Here lies a city that died of ‘pothole rash’

Here lies a city that died of ‘pothole rash’

BBMP has not filled most of the potholes in the city, despite High Court dead line set on 31st October, Pothole seen at KH Road (Dabble Road) and Lalbagh road junction in Bengaluru on Wednesday. Photo by S K Dinesh

Surprisingly, New York City’s busiest streets, the Broadway and 3rd Avenue, have something in common with Bengaluru’s streets — potholes, that exist due to the heavy vehicle and traffic volumes, and vociferous citizens of pothole-plagued streets loudly complaining all the time. In fact, “stubborn” potholes plague NYC residents and repeated complaints are the norm. Pothole patchwork obviously doesn’t hold up forever and most sites have to be repaired over and over again.

But, while winter is the prime season for pothole formation in NYC, when groundwater freezes and thaws beneath the pavement, Bengaluru roads suffer maximum damage during the monsoons. Post-monsoon, the number of roads in Bengaluru with no potholes can be counted on your fingertips. Barring some roads, which have been white-topped newly and some TenderSURE roads, almost every road has potholes.

Bengaluru’s roads are mostly uneven due to the slipshod manner in which they were laid in the first place. Beneath the road surface are haphazard water and sewerage connections with clogged or non-existent stormwater drains, which cause water stagnation on the roads.

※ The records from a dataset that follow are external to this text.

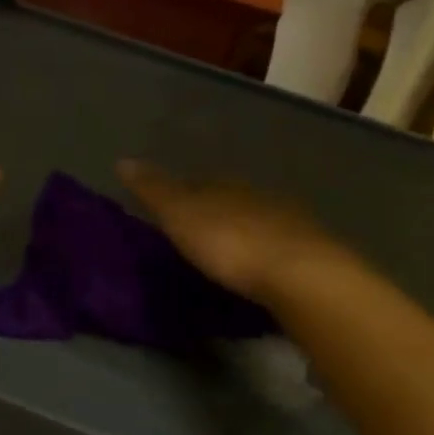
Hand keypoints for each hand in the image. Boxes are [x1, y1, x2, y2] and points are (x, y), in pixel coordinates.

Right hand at [118, 159, 335, 304]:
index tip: (167, 211)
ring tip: (224, 257)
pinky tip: (258, 271)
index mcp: (226, 185)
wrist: (301, 275)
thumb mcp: (180, 215)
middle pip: (230, 200)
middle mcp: (258, 196)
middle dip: (215, 213)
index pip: (198, 183)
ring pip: (257, 222)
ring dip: (242, 234)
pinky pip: (278, 248)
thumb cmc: (230, 243)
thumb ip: (154, 190)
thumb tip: (123, 159)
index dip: (181, 194)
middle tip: (195, 235)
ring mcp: (289, 223)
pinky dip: (264, 256)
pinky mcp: (310, 254)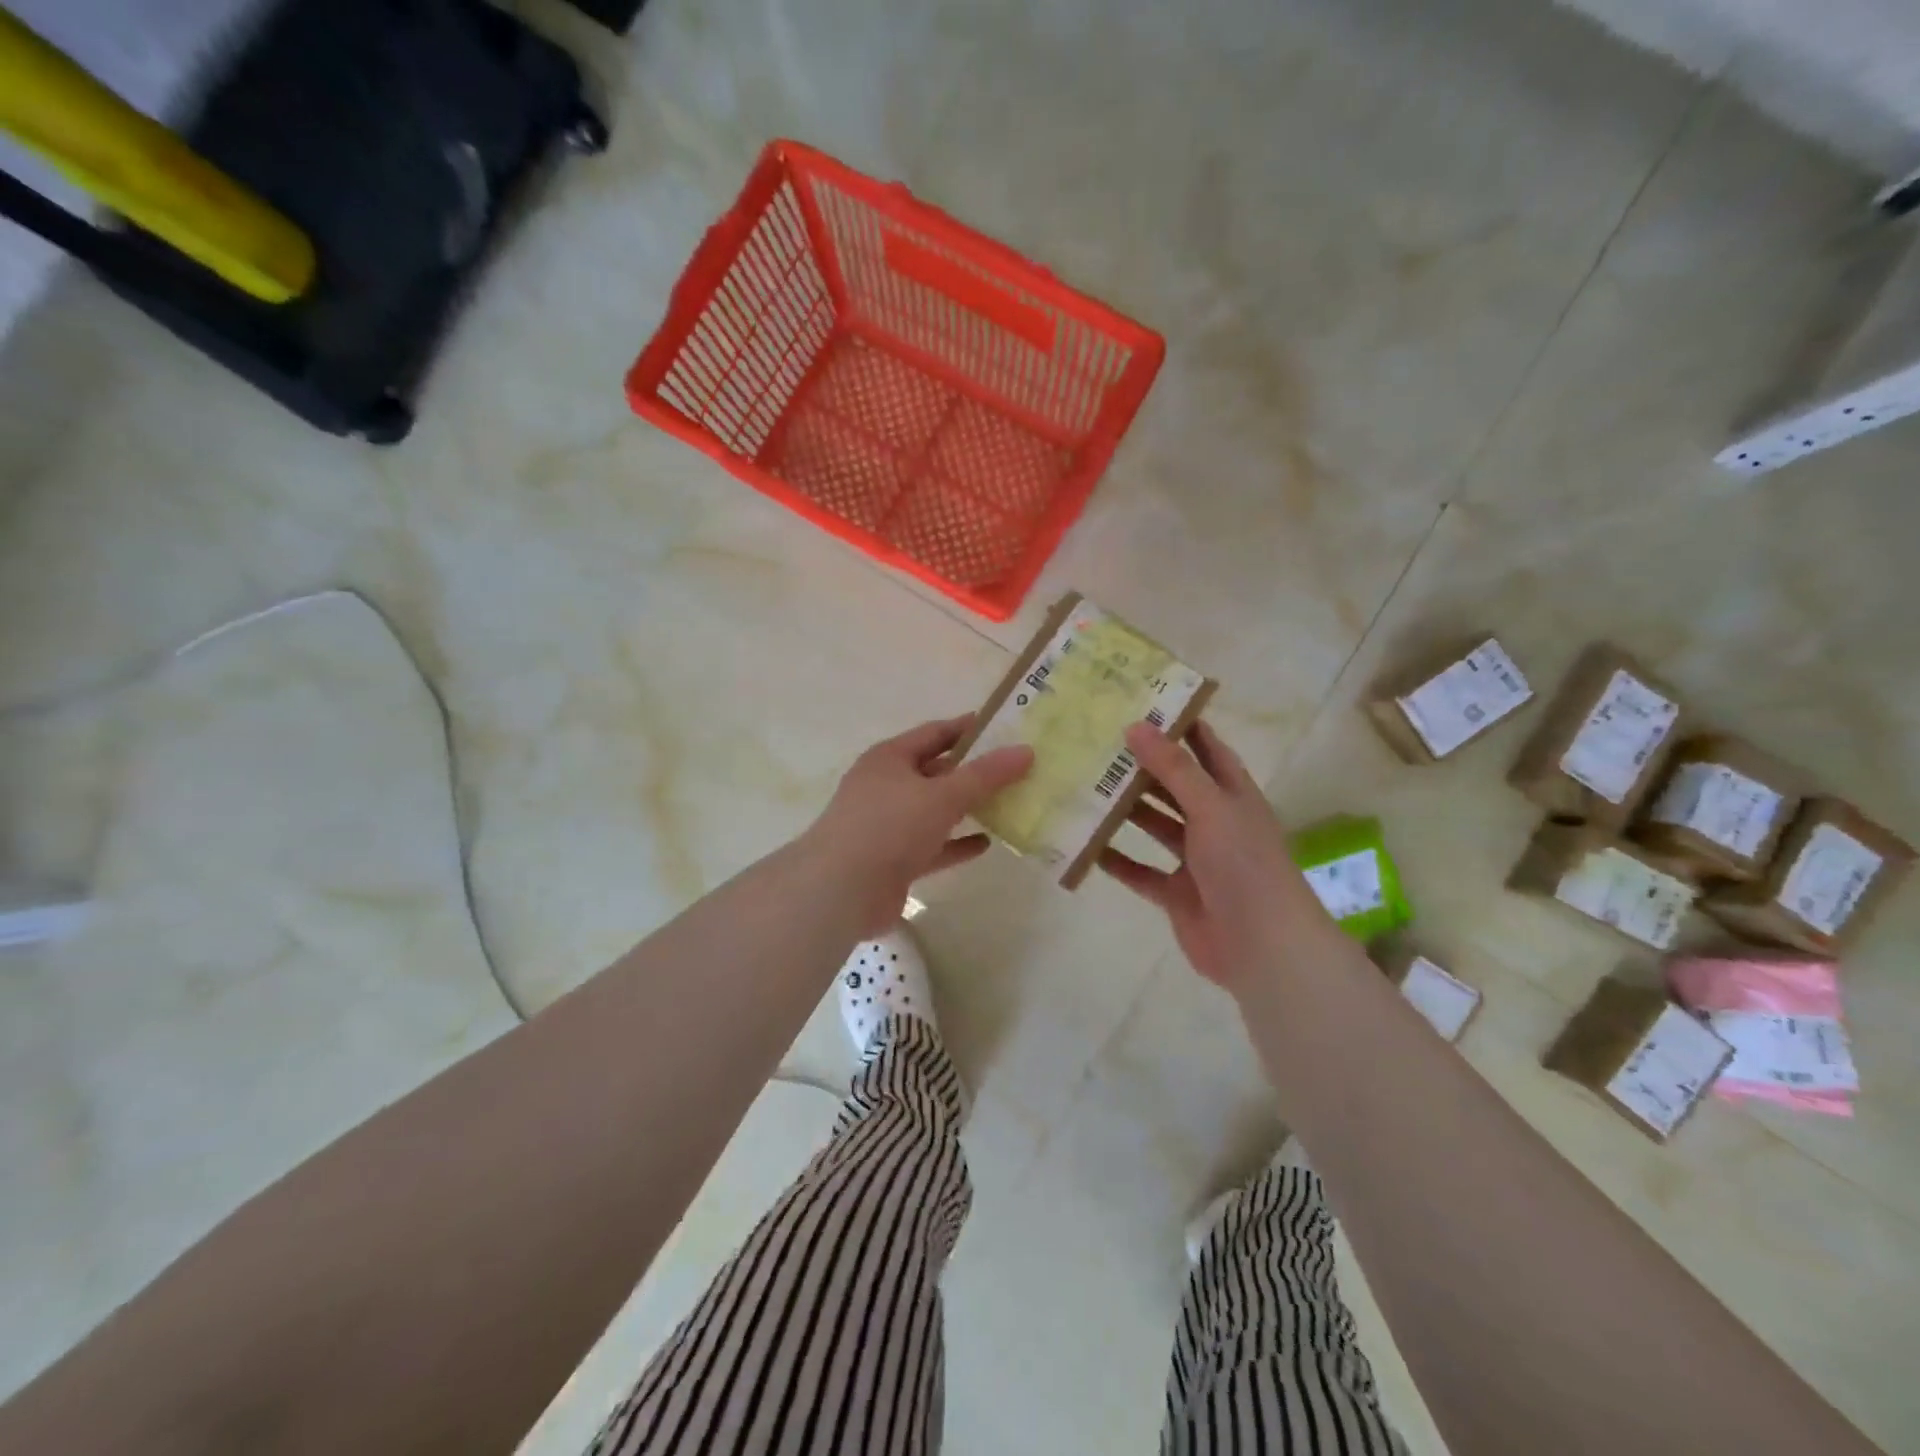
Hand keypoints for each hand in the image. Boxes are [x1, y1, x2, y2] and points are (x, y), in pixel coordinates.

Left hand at [807, 715, 1033, 934]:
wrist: (841, 890)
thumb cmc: (890, 826)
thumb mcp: (943, 795)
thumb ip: (985, 775)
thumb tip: (1026, 751)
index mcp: (890, 758)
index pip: (935, 733)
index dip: (969, 729)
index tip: (1005, 728)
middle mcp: (886, 787)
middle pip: (936, 772)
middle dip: (973, 772)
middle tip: (1015, 769)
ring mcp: (887, 825)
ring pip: (935, 811)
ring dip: (967, 808)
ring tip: (1008, 804)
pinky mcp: (894, 861)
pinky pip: (932, 846)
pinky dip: (956, 844)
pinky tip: (986, 843)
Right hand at [1099, 720, 1338, 989]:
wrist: (1262, 945)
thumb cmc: (1243, 864)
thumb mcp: (1211, 805)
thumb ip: (1174, 768)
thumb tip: (1135, 725)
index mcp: (1233, 795)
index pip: (1207, 749)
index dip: (1182, 726)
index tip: (1144, 703)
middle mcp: (1215, 822)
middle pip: (1175, 786)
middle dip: (1143, 767)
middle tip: (1099, 744)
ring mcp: (1196, 860)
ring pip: (1156, 826)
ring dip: (1127, 811)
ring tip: (1086, 787)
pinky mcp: (1177, 893)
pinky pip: (1141, 871)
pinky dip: (1118, 860)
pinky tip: (1087, 845)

To top it all, you have OFC (optic fibre cable) operators, BWSSB, Bescom, GAIL, and even private individuals cutting roads all the time to fix leaking sewage and water pipelines, adding electricity lines, or roguishly laying OFC. When a road is dug up by one of these entities and repaired, it is immediately dug up by another!

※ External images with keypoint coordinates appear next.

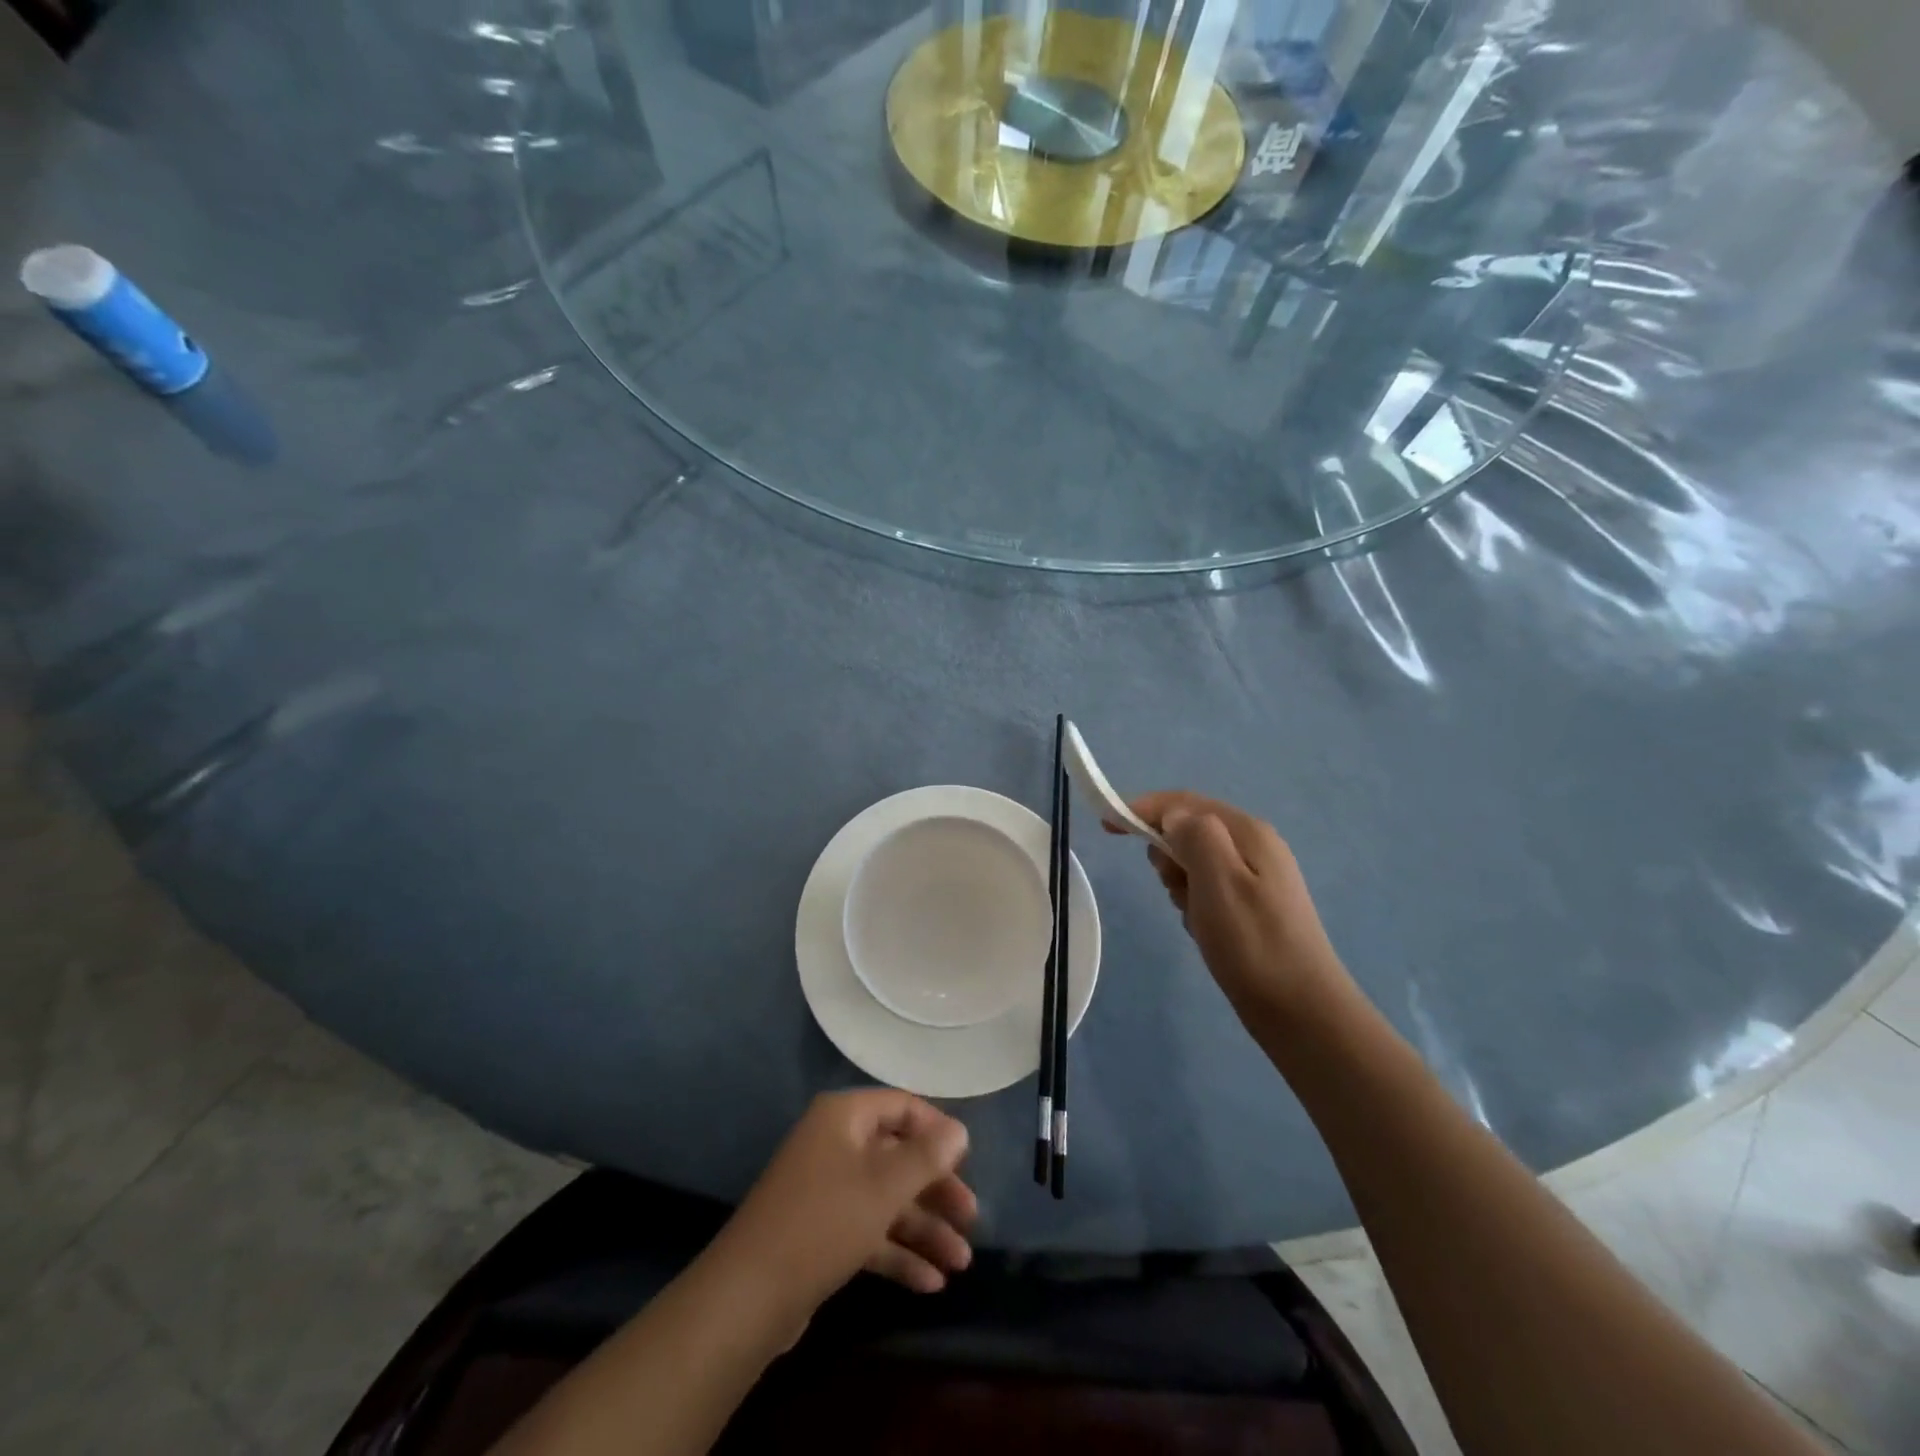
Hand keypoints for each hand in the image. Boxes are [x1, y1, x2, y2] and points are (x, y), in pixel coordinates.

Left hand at [711, 1090, 976, 1320]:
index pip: (902, 1107)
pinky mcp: (821, 1233)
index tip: (968, 1161)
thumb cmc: (824, 1221)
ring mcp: (826, 1190)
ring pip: (886, 1200)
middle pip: (897, 1157)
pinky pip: (868, 1231)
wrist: (749, 1296)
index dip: (937, 1130)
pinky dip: (898, 1253)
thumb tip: (960, 1129)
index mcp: (845, 1118)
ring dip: (924, 1228)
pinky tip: (930, 1282)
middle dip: (936, 1189)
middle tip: (971, 1218)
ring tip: (962, 1262)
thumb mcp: (883, 1186)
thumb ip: (926, 1156)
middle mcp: (835, 1145)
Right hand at [1108, 791, 1354, 1022]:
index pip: (1184, 803)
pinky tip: (1203, 929)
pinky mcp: (1254, 905)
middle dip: (1167, 853)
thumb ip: (1195, 836)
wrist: (1302, 1013)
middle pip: (1190, 829)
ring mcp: (1257, 876)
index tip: (1106, 825)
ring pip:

Add to this the 70 lakh vehicles registered in the city traversing limited road space, the sheer density of vehicles is sufficient to damage roads. Any one of these reasons would have been bad enough to ruin the roads, but together, they are the “perfect storm” that leaves us with a messy web of potholes.

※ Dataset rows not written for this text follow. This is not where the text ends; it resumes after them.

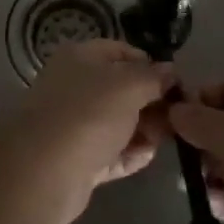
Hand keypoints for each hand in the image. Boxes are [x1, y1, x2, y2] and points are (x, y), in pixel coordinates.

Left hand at [0, 39, 173, 223]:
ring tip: (169, 138)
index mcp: (80, 58)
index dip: (150, 63)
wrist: (44, 172)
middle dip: (151, 101)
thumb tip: (171, 71)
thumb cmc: (89, 114)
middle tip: (178, 115)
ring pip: (118, 122)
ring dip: (144, 129)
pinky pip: (110, 152)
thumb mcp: (129, 86)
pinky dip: (129, 154)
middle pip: (121, 89)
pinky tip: (149, 156)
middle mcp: (74, 87)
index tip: (176, 82)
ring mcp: (74, 125)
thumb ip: (154, 77)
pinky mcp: (77, 160)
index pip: (121, 51)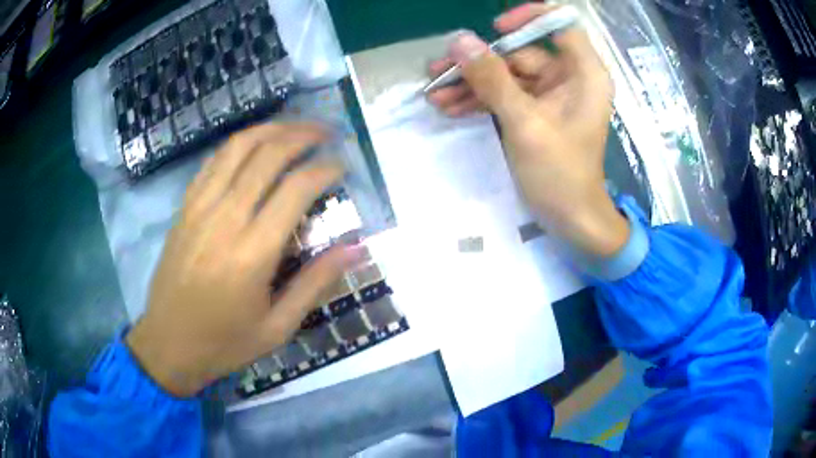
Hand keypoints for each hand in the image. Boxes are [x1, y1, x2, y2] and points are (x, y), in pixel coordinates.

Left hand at [126, 123, 364, 396]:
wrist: (168, 344)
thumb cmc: (225, 342)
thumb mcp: (278, 327)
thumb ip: (316, 283)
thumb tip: (357, 249)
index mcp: (252, 252)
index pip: (296, 189)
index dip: (325, 169)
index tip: (343, 165)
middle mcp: (225, 218)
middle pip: (267, 155)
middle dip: (303, 134)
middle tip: (327, 132)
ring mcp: (200, 208)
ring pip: (238, 148)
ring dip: (271, 129)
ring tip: (295, 127)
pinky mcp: (185, 208)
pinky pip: (213, 161)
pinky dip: (238, 144)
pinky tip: (254, 144)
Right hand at [428, 3, 628, 257]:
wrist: (570, 220)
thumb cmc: (560, 174)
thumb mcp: (525, 124)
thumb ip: (492, 79)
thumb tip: (459, 40)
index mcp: (584, 73)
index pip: (560, 24)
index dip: (529, 18)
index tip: (496, 29)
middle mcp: (569, 77)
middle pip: (521, 52)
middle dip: (479, 63)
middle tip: (438, 70)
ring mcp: (551, 95)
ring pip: (507, 75)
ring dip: (472, 84)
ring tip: (435, 95)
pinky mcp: (536, 111)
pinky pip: (505, 95)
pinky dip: (480, 100)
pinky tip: (450, 107)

Enveloping all of this is brazen corruption. Everywhere, in the material used to build or repair roads, bid-fixing, usage of substandard and adulterated material, the people who call the shots leave a lot to be desired.

Helpless citizens have resorted to bizarre means to draw attention to potholes. In HSR Layout, residents performed “pothole pooja” and conducted the “last rites” of a Main Road, which had “died” due to crater-sized potholes. Officialdom did not lag behind either. During a meeting of the BBMP, it was suggested that a separate department be created with a ‘Chief Engineer – Potholes’. The deputy chief minister, on his part, announced that a citizen only had to report a pothole for it to be fixed “immediately”. Citizens reported potholes, and some of them did get fixed!

It was a PIL that triggered a unique response to the pothole problem. The Karnataka High Court rapped the BBMP on the matter. Directions from the court forced BBMP officials to swing into action and the process of filling potholes gained momentum, forcing them to file affidavits detailing the number of potholes filled. Measurement books of the work being executed were to be tracked and submitted to court. The very same officials started working overnight and were being constantly updated with pictures of filled potholes sent in from the sites.

Accusations of slipshod work, however, began pouring in, with the BBMP resorting to cosmetic methods to fill potholes in the rush to meet the high court’s deadline. The craters would start reappearing after a mild shower following the BBMP’s ‘micro-milling’ method of repair, where a milling machine completely removes the pothole by grinding and then fills the surface with asphalt.

This can only be deemed as patchwork repair and would result in the tar wearing out very soon. Given its limited budget for road maintenance, the BBMP over-relies on using the contractor’s defect liability period to repair newly built roads and also on the judicious use of the ‘Python’, an automated pothole-filling machine.

Judicial intervention seems to be the only recourse in the days to come. It requires the court to ask the BBMP to do its work, to make officials, who do not do their duty, answerable and to question the quality of repair. The BBMP has been asked to make all work contracts for construction and maintenance of roads available on its websites, thereby increasing accountability.

With its already sullied reputation for technical incompetence and for the nexus amongst its corporators, engineers and contractors, the BBMP looks comfortable responding to court directives. Reacting to judicial directives absolves them of being answerable to intra-departmental vigilance and questioning. All decisions can now be attributed to the court.

No way has the overall pothole situation got any better -- even the hurried work done to avoid court reprimand only shows why the BBMP makes such poor use of taxpayers’ money. Despite the brouhaha, the court appointed military engineer encountered pipelines and protrusions on the road, lower bitumen content, and observed a hurried and haphazard manner of pothole-filling operation. Bengaluru’s road users, we have a long haul ahead!